Ein Charakter wird erstellt durch ein recht übersichtliches Point-Buy System. Es erlaubt einen Char innerhalb von 5 Minuten komplett zu beschreiben, wenn er nicht zu außergewöhnlich ist. Das ist erfreulich schnell und einfach, aber eben auch nur möglich, wenn man eine genaue Vorstellung von den Fähigketien und Besonderheiten des Charakters kennt und das Regelwerk verinnerlicht hat.

Das Balancing ist an einigen Stellen ziemlich fehlgeschlagen. Dies passiert manchmal schon innerhalb der Grundkonfigurationen, aber sobald außergewöhnliche Kräfte mit ein paar Vorteilen kombiniert werden kann eine gesamte Heldengruppe Probleme mit einem vergleichsweise schwachen Gegner bekommen.

Design

Das Design des Regelwerks ist überaus gelungen. Alleine es anzuschauen macht Spass. Das Werk ist in gut kombinierten Grautönen gehalten - auch fast alle Grafiken - und hat ein sehr offenes und übersichtliches Seitenlayout. Das Buch ist klar strukturiert nach Geschichte, Fraktionen, Welt, Regeln, Fähigkeiten, Ausrüstung und Spielaufbau. Besonders wichtig ist, dass auch wirklich alles in dem Regelwerk enthalten ist. Alle Fraktionen werden erklärt, viele Optionen erläutert und man erhält einen ziemlich guten Eindruck von der Welt - zusätzlich mit szenischen Beschreibungen. Die Sprache ist einfach und direkt, wenig verschnörkelt - effektiv zu lesen.

Fazit

Wir haben jetzt angefangen Heredium zu spielen und sicherlich muss sich noch einiges an Erfahrung ansammeln um ein endgültiges Fazit zu verfassen, doch soweit denke ich, dass wir als Spielergruppe und ich als Meister, schon einen guten Einblick gewonnen haben.

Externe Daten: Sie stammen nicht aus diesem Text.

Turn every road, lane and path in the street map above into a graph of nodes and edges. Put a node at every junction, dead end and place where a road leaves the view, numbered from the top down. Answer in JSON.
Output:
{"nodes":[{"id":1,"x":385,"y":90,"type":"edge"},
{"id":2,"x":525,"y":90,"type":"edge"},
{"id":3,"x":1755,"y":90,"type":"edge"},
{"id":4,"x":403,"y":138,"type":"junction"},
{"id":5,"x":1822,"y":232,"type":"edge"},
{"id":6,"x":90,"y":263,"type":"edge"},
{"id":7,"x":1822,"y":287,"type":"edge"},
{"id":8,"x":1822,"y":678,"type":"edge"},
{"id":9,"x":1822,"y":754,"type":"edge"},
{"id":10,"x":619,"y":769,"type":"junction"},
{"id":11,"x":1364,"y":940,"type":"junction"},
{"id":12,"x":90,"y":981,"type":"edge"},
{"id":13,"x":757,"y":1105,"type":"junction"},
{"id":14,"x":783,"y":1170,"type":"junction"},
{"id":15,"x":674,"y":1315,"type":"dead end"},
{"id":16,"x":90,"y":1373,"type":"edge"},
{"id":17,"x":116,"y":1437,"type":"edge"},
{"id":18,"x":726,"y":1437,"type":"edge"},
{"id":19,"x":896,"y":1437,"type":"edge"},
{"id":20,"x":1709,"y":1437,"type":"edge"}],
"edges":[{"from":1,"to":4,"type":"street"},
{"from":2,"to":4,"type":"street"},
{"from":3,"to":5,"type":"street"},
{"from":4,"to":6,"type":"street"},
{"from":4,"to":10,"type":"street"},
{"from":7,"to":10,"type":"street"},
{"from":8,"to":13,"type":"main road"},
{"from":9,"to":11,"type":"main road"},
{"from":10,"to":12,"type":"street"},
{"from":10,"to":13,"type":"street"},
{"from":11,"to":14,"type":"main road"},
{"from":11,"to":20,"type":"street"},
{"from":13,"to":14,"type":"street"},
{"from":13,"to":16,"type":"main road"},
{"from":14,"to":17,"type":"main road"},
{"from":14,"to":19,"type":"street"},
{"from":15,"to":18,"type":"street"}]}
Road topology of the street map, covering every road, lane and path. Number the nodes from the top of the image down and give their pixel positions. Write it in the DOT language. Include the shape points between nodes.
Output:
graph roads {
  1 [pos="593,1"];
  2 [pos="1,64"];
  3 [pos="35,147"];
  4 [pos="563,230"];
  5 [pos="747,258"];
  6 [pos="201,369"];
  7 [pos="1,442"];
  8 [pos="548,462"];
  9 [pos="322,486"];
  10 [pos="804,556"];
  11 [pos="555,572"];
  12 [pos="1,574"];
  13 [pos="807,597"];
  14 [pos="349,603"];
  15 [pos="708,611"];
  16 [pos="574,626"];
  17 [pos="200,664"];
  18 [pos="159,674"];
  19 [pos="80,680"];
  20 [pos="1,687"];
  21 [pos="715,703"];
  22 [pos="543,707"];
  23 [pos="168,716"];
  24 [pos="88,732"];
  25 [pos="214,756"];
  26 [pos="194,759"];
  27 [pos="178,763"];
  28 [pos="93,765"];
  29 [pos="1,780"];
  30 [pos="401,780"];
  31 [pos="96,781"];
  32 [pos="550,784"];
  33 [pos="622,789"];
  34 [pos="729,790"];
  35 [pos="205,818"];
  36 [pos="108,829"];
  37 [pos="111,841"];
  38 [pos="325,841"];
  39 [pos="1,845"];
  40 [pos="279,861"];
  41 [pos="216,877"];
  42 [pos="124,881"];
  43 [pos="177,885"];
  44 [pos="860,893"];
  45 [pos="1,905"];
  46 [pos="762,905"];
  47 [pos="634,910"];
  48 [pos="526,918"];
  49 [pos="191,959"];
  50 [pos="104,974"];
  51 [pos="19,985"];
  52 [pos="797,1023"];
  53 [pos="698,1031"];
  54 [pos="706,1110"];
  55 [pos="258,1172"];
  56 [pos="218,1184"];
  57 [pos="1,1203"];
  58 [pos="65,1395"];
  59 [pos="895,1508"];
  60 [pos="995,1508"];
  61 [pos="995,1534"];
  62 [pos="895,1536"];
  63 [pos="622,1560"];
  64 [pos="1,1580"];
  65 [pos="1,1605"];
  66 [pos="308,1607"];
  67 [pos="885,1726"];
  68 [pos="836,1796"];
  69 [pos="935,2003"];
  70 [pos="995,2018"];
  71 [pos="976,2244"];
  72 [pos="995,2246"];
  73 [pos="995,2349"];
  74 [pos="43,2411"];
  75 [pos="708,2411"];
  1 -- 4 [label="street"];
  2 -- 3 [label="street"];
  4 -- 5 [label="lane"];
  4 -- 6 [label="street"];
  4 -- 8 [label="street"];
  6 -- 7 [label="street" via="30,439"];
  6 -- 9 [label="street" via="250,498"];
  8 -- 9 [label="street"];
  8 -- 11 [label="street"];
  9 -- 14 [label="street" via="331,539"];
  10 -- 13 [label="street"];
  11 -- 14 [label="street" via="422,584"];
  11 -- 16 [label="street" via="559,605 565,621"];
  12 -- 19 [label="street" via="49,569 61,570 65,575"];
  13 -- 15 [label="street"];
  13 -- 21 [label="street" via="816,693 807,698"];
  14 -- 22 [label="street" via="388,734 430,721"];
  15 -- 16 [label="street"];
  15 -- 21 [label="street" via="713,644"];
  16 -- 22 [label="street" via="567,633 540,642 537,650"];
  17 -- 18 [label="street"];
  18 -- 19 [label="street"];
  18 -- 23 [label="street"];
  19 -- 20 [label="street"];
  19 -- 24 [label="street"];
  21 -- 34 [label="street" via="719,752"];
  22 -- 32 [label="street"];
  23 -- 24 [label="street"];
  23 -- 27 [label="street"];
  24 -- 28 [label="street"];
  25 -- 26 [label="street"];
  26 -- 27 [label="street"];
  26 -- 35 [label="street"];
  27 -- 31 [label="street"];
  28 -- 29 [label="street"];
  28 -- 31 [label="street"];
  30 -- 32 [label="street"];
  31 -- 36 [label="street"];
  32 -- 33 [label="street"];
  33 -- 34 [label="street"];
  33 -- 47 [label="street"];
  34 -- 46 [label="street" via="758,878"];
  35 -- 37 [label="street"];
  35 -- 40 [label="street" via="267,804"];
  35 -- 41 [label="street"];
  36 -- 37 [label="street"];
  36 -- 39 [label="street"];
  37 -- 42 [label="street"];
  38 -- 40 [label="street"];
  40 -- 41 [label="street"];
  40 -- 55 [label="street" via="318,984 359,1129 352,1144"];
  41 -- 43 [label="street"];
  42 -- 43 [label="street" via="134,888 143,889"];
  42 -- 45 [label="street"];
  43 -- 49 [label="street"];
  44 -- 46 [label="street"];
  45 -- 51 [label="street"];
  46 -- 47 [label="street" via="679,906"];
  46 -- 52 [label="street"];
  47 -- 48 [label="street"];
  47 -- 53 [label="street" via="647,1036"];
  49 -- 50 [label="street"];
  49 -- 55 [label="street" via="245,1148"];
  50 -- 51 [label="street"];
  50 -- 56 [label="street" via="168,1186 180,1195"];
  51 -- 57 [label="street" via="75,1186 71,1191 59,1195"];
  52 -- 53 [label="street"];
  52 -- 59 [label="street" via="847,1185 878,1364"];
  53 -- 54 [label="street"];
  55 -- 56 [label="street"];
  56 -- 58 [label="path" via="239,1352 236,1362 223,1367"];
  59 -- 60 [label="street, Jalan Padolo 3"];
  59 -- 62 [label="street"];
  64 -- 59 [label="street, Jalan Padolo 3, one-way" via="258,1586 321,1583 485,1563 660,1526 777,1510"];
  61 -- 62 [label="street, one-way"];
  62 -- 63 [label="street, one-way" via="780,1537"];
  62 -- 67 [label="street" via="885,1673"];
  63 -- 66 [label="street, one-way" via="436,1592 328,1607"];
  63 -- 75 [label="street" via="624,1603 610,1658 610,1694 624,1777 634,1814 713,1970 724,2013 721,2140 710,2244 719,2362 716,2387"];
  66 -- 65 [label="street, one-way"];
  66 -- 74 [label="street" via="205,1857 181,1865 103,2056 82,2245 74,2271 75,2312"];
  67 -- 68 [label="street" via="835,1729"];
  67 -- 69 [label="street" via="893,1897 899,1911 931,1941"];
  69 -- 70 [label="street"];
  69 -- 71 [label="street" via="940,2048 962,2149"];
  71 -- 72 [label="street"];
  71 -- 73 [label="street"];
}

Die Welt von Heredium ist sehr spannend und verdient sicherlich Aufmerksamkeit. Die wenigen Heredium-Romane werden ihr sicherlich nicht gerecht. Die einzelnen Fraktionen sind so schon belohnend spielbar, aber wegen der Vielfalt und Spieltiefe scheint zusätzliches Quellenmaterial auf jedenfall angebracht - wird im Moment vom 13Mann Verlag erarbeitet. Das Design ist auch sehr gelungen und es lässt sich schnell und problemlos eine Information im Regelwerk uaffinden (auch als Digital-Version auf einem kleinen Monitor/Tablet).

Nur das Regelwerk hat Schwächen. Die Simplizität des ersten Blicks wird beim reallen Einsatz schnell reduziert. Es erscheint zudem unausgereift, da es schnell innerhalb der Grundregeln möglich ist unausgeglichene Charaktere oder Situationen zu erstellen.